I need a way to reproduce this issue on my end.
/stream
return? I can't think of anything else.
1) is not a vanilla nginx is the one embedded in the frontend of this stack: https://github.com/penpot/penpot/blob/develop/docker/images/docker-compose.yaml runned via portainer and with restart: unless-stopped instead of always
2) No. i have ~30services on this host only this container have the issue
3) Sure.
4) After ~6s just pings :ping
I am stumped on this one. Seems like your frontend container is based off nginxinc/nginx-unprivileged
. docker run nginxinc/nginx-unprivileged
seems to work with Dozzle.
Not sure what can be done to debug.

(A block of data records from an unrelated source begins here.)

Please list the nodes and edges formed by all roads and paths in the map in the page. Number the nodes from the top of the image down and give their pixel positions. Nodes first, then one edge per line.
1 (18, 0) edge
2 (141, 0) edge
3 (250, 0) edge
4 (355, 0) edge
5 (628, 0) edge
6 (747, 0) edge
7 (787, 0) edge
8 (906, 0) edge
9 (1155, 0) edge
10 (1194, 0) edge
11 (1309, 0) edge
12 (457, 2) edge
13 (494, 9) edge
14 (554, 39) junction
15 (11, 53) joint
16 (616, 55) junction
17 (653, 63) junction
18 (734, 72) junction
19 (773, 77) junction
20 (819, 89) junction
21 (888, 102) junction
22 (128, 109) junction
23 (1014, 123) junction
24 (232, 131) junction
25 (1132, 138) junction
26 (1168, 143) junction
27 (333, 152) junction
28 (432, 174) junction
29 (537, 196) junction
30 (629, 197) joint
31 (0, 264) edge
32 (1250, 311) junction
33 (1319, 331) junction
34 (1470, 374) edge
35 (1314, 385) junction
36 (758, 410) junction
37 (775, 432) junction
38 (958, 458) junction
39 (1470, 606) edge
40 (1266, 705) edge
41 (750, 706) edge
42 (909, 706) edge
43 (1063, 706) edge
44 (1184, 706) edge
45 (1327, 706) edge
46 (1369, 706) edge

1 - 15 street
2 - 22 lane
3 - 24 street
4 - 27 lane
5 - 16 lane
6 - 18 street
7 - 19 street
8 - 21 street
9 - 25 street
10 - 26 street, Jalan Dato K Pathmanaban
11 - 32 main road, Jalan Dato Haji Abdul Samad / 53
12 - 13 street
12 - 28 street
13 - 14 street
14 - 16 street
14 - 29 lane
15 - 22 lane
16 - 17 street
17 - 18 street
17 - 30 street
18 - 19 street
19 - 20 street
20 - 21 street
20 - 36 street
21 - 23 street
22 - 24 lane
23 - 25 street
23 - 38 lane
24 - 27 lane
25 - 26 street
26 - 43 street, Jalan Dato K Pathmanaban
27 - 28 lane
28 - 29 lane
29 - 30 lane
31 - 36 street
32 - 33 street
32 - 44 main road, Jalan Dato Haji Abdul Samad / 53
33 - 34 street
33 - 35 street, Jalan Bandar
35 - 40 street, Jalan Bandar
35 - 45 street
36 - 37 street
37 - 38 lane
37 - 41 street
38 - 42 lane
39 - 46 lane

Maybe completely destroy the container and recreate it.
i've recreated the container and the bug (but also older logs :D) disappeared, so actually i have no way to replicate we don't know the culprit but maybe we can just close this isse....
i reuse this issue but i'm not sure this is the same bug ... today with 8.8.0 i was trying to see log of a specific container but figured out that it was searching for logs of wrong-destroyed container id:
i got my container id e9fbd40f2b29 running than deployed a new image via portainer, so the container e9fbd40f2b29 got stopped and restarted with a new id 20c05b0abb96, dozzle did not switched to the new container and also after refreshing the page/clearing cache looks like was still seeing the old id e9fbd40f2b29 as running (but with no logs)

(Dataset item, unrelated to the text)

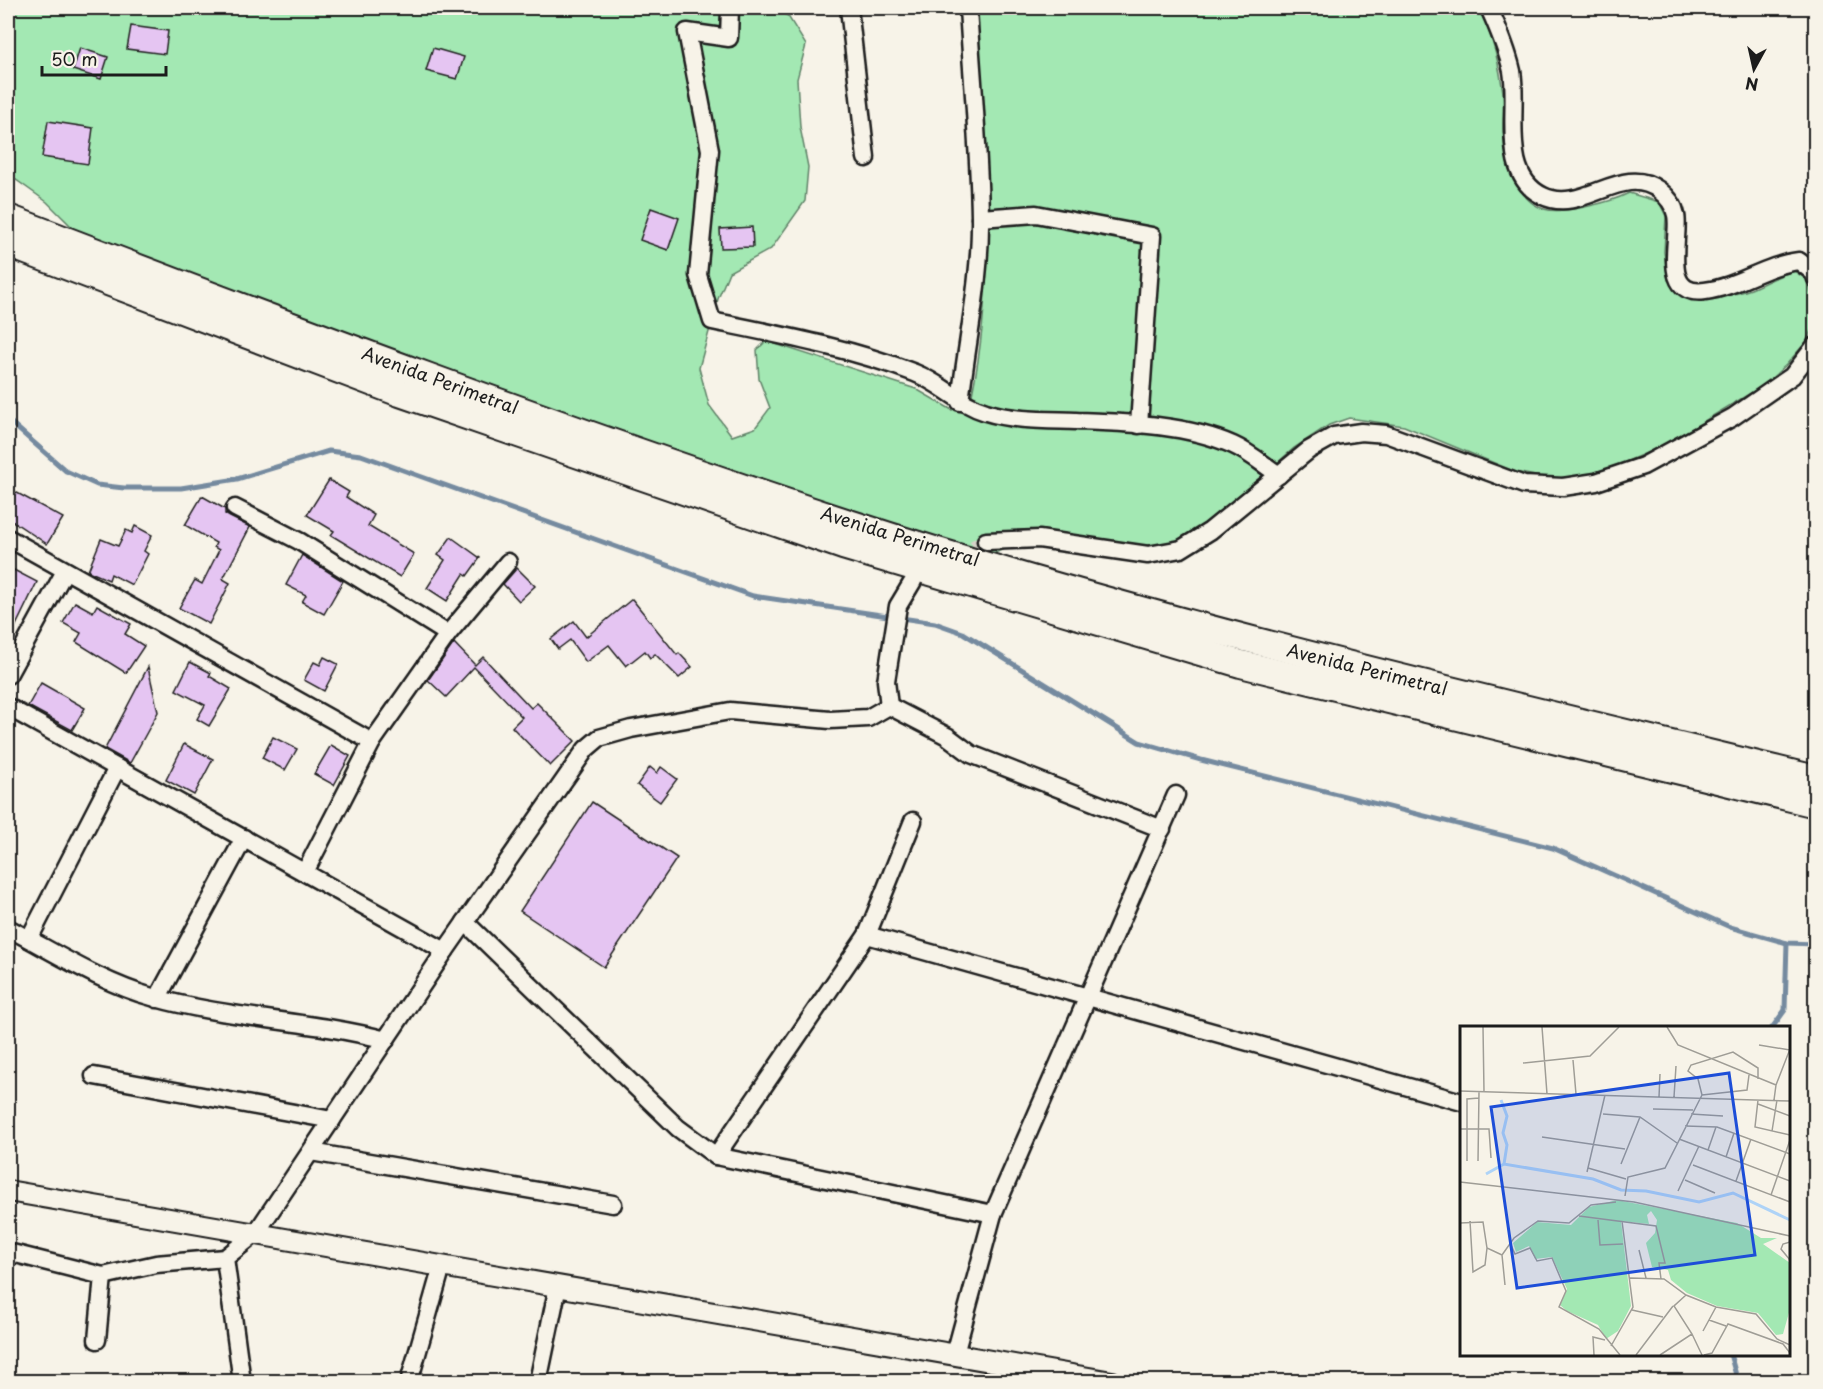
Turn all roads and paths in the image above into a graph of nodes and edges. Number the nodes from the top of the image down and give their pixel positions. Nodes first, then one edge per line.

each click on the container in the sidebar result in dozzle logs says that the containerid was not found but in the webpage the "Container not found" message did not show (was just loading a few sec than shows no log, not the same as if you put a non-existent id in the URL)
recreating the container did not help this time, instead restarting dozzle container fixed the issue.... is there some sort of cache somewhere?
Hey @FrancYescO,
I haven't seen this issue personally. Someone else created it a while back, but I can't find it right now. I'll need your help to debug. If I can't reproduce the issue, it will be difficult to fix.
Yes, Dozzle has an internal "store" that caches and stores all statistics for containers. It usually works well. I listen for specific Docker events to update the internal store.
It seems like there might be an issue with Portainer, as the other case I remember was similar.
Can you try to reproduce this state again? If you can consistently get into this state, it would be helpful to enable DEBUG
logs for Dozzle and also keep docker system events
open while this is happening.
Most likely, some unusual event is occurring, and Dozzle isn't refreshing its own store.
Thanks!
i'll keep an eye on it to find a way to easily reproduce... surely i can say that seems is the first time i've seen the issue and my deployment was ever done in the same way
listen for specific Docker events
at what events are you listening for destroy and recreate? ... maybe there is some edge-case event the is getting ignored
Dozzle listens to start, destroy, die, rename and few other ones.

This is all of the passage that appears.